(Stored data)
++++++++++

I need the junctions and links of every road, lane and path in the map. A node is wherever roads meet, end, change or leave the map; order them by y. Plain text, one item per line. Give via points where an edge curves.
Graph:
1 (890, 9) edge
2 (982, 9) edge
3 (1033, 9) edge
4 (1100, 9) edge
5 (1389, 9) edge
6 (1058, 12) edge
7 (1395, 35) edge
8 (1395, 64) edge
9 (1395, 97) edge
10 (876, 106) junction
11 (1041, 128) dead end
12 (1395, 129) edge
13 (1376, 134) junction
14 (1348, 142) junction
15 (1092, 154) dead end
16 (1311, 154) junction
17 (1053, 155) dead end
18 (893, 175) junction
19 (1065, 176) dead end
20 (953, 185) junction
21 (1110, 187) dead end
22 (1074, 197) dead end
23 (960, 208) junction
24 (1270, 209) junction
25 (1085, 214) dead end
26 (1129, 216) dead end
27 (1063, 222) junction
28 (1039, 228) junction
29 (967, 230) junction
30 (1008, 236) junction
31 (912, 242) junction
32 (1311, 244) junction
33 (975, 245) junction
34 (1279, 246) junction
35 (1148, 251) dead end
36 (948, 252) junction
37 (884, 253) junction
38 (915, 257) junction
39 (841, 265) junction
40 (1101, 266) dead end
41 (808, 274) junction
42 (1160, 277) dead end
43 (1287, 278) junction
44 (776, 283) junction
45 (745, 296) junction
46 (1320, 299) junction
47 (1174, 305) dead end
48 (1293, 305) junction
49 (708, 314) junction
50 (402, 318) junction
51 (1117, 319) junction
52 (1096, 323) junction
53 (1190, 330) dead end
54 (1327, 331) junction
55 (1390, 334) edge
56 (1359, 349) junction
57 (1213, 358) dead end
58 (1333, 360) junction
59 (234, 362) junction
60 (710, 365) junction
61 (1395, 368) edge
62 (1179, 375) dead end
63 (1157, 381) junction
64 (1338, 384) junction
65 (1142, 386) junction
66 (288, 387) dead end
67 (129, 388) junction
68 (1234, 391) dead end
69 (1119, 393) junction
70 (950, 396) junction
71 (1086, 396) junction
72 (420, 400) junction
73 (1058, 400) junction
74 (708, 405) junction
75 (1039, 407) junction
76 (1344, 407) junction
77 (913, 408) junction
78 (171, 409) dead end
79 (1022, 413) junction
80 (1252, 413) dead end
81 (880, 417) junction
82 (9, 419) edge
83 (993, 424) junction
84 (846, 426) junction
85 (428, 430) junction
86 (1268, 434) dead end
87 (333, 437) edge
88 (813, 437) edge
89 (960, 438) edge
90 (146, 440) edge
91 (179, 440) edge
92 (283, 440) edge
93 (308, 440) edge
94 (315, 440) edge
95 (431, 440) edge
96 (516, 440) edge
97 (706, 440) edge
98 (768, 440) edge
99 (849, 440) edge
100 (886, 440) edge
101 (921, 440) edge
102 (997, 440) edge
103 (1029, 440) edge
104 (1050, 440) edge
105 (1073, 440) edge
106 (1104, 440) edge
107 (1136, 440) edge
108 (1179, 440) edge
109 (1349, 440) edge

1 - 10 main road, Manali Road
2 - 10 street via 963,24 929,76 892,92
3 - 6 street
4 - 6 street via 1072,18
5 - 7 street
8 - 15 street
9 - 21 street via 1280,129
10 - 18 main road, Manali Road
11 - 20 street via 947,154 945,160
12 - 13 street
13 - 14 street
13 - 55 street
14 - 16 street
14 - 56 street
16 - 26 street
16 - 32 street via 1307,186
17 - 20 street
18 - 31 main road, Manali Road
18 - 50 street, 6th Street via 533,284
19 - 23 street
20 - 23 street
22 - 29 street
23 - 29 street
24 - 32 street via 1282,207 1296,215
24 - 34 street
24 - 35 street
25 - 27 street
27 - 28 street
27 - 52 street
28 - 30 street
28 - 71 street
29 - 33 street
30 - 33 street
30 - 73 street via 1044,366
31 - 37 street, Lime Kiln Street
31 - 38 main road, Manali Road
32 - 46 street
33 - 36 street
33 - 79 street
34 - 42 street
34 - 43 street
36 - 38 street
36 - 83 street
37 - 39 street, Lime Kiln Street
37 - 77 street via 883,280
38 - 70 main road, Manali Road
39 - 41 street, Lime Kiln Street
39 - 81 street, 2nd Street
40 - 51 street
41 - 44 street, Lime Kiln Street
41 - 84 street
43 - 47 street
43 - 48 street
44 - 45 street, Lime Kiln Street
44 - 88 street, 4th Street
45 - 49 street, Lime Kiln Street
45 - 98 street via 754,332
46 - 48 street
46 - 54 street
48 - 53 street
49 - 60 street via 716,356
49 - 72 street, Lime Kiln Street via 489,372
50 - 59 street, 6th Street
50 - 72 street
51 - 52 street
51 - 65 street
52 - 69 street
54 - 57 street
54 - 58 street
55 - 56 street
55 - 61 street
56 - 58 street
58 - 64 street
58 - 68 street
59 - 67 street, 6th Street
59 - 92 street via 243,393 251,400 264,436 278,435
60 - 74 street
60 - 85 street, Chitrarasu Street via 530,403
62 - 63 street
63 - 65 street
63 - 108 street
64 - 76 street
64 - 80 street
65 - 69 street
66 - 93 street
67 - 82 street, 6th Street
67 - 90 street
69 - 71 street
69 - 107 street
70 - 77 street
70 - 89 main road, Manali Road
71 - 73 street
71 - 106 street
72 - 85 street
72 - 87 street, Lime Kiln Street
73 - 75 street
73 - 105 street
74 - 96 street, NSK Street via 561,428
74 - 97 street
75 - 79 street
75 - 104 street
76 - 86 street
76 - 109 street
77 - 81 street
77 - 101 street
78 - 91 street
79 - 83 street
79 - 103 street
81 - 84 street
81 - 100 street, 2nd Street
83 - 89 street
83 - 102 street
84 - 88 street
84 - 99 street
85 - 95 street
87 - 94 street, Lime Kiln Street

++++++++++

EXERCISE INSTRUCTIONS: Your task is to restate all of the records above word for word.

COMPLETED EXERCISE:
I need the junctions and links of every road, lane and path in the map. A node is wherever roads meet, end, change or leave the map; order them by y. Plain text, one item per line. Give via points where an edge curves.
Graph:
1 (890, 9) edge
2 (982, 9) edge
3 (1033, 9) edge
4 (1100, 9) edge
5 (1389, 9) edge
6 (1058, 12) edge
7 (1395, 35) edge
8 (1395, 64) edge
9 (1395, 97) edge
10 (876, 106) junction
11 (1041, 128) dead end
12 (1395, 129) edge
13 (1376, 134) junction
14 (1348, 142) junction
15 (1092, 154) dead end
16 (1311, 154) junction
17 (1053, 155) dead end
18 (893, 175) junction
19 (1065, 176) dead end
20 (953, 185) junction
21 (1110, 187) dead end
22 (1074, 197) dead end
23 (960, 208) junction
24 (1270, 209) junction
25 (1085, 214) dead end
26 (1129, 216) dead end
27 (1063, 222) junction
28 (1039, 228) junction
29 (967, 230) junction
30 (1008, 236) junction
31 (912, 242) junction
32 (1311, 244) junction
33 (975, 245) junction
34 (1279, 246) junction
35 (1148, 251) dead end
36 (948, 252) junction
37 (884, 253) junction
38 (915, 257) junction
39 (841, 265) junction
40 (1101, 266) dead end
41 (808, 274) junction
42 (1160, 277) dead end
43 (1287, 278) junction
44 (776, 283) junction
45 (745, 296) junction
46 (1320, 299) junction
47 (1174, 305) dead end
48 (1293, 305) junction
49 (708, 314) junction
50 (402, 318) junction
51 (1117, 319) junction
52 (1096, 323) junction
53 (1190, 330) dead end
54 (1327, 331) junction
55 (1390, 334) edge
56 (1359, 349) junction
57 (1213, 358) dead end
58 (1333, 360) junction
59 (234, 362) junction
60 (710, 365) junction
61 (1395, 368) edge
62 (1179, 375) dead end
63 (1157, 381) junction
64 (1338, 384) junction
65 (1142, 386) junction
66 (288, 387) dead end
67 (129, 388) junction
68 (1234, 391) dead end
69 (1119, 393) junction
70 (950, 396) junction
71 (1086, 396) junction
72 (420, 400) junction
73 (1058, 400) junction
74 (708, 405) junction
75 (1039, 407) junction
76 (1344, 407) junction
77 (913, 408) junction
78 (171, 409) dead end
79 (1022, 413) junction
80 (1252, 413) dead end
81 (880, 417) junction
82 (9, 419) edge
83 (993, 424) junction
84 (846, 426) junction
85 (428, 430) junction
86 (1268, 434) dead end
87 (333, 437) edge
88 (813, 437) edge
89 (960, 438) edge
90 (146, 440) edge
91 (179, 440) edge
92 (283, 440) edge
93 (308, 440) edge
94 (315, 440) edge
95 (431, 440) edge
96 (516, 440) edge
97 (706, 440) edge
98 (768, 440) edge
99 (849, 440) edge
100 (886, 440) edge
101 (921, 440) edge
102 (997, 440) edge
103 (1029, 440) edge
104 (1050, 440) edge
105 (1073, 440) edge
106 (1104, 440) edge
107 (1136, 440) edge
108 (1179, 440) edge
109 (1349, 440) edge

1 - 10 main road, Manali Road
2 - 10 street via 963,24 929,76 892,92
3 - 6 street
4 - 6 street via 1072,18
5 - 7 street
8 - 15 street
9 - 21 street via 1280,129
10 - 18 main road, Manali Road
11 - 20 street via 947,154 945,160
12 - 13 street
13 - 14 street
13 - 55 street
14 - 16 street
14 - 56 street
16 - 26 street
16 - 32 street via 1307,186
17 - 20 street
18 - 31 main road, Manali Road
18 - 50 street, 6th Street via 533,284
19 - 23 street
20 - 23 street
22 - 29 street
23 - 29 street
24 - 32 street via 1282,207 1296,215
24 - 34 street
24 - 35 street
25 - 27 street
27 - 28 street
27 - 52 street
28 - 30 street
28 - 71 street
29 - 33 street
30 - 33 street
30 - 73 street via 1044,366
31 - 37 street, Lime Kiln Street
31 - 38 main road, Manali Road
32 - 46 street
33 - 36 street
33 - 79 street
34 - 42 street
34 - 43 street
36 - 38 street
36 - 83 street
37 - 39 street, Lime Kiln Street
37 - 77 street via 883,280
38 - 70 main road, Manali Road
39 - 41 street, Lime Kiln Street
39 - 81 street, 2nd Street
40 - 51 street
41 - 44 street, Lime Kiln Street
41 - 84 street
43 - 47 street
43 - 48 street
44 - 45 street, Lime Kiln Street
44 - 88 street, 4th Street
45 - 49 street, Lime Kiln Street
45 - 98 street via 754,332
46 - 48 street
46 - 54 street
48 - 53 street
49 - 60 street via 716,356
49 - 72 street, Lime Kiln Street via 489,372
50 - 59 street, 6th Street
50 - 72 street
51 - 52 street
51 - 65 street
52 - 69 street
54 - 57 street
54 - 58 street
55 - 56 street
55 - 61 street
56 - 58 street
58 - 64 street
58 - 68 street
59 - 67 street, 6th Street
59 - 92 street via 243,393 251,400 264,436 278,435
60 - 74 street
60 - 85 street, Chitrarasu Street via 530,403
62 - 63 street
63 - 65 street
63 - 108 street
64 - 76 street
64 - 80 street
65 - 69 street
66 - 93 street
67 - 82 street, 6th Street
67 - 90 street
69 - 71 street
69 - 107 street
70 - 77 street
70 - 89 main road, Manali Road
71 - 73 street
71 - 106 street
72 - 85 street
72 - 87 street, Lime Kiln Street
73 - 75 street
73 - 105 street
74 - 96 street, NSK Street via 561,428
74 - 97 street
75 - 79 street
75 - 104 street
76 - 86 street
76 - 109 street
77 - 81 street
77 - 101 street
78 - 91 street
79 - 83 street
79 - 103 street
81 - 84 street
81 - 100 street, 2nd Street
83 - 89 street
83 - 102 street
84 - 88 street
84 - 99 street
85 - 95 street
87 - 94 street, Lime Kiln Street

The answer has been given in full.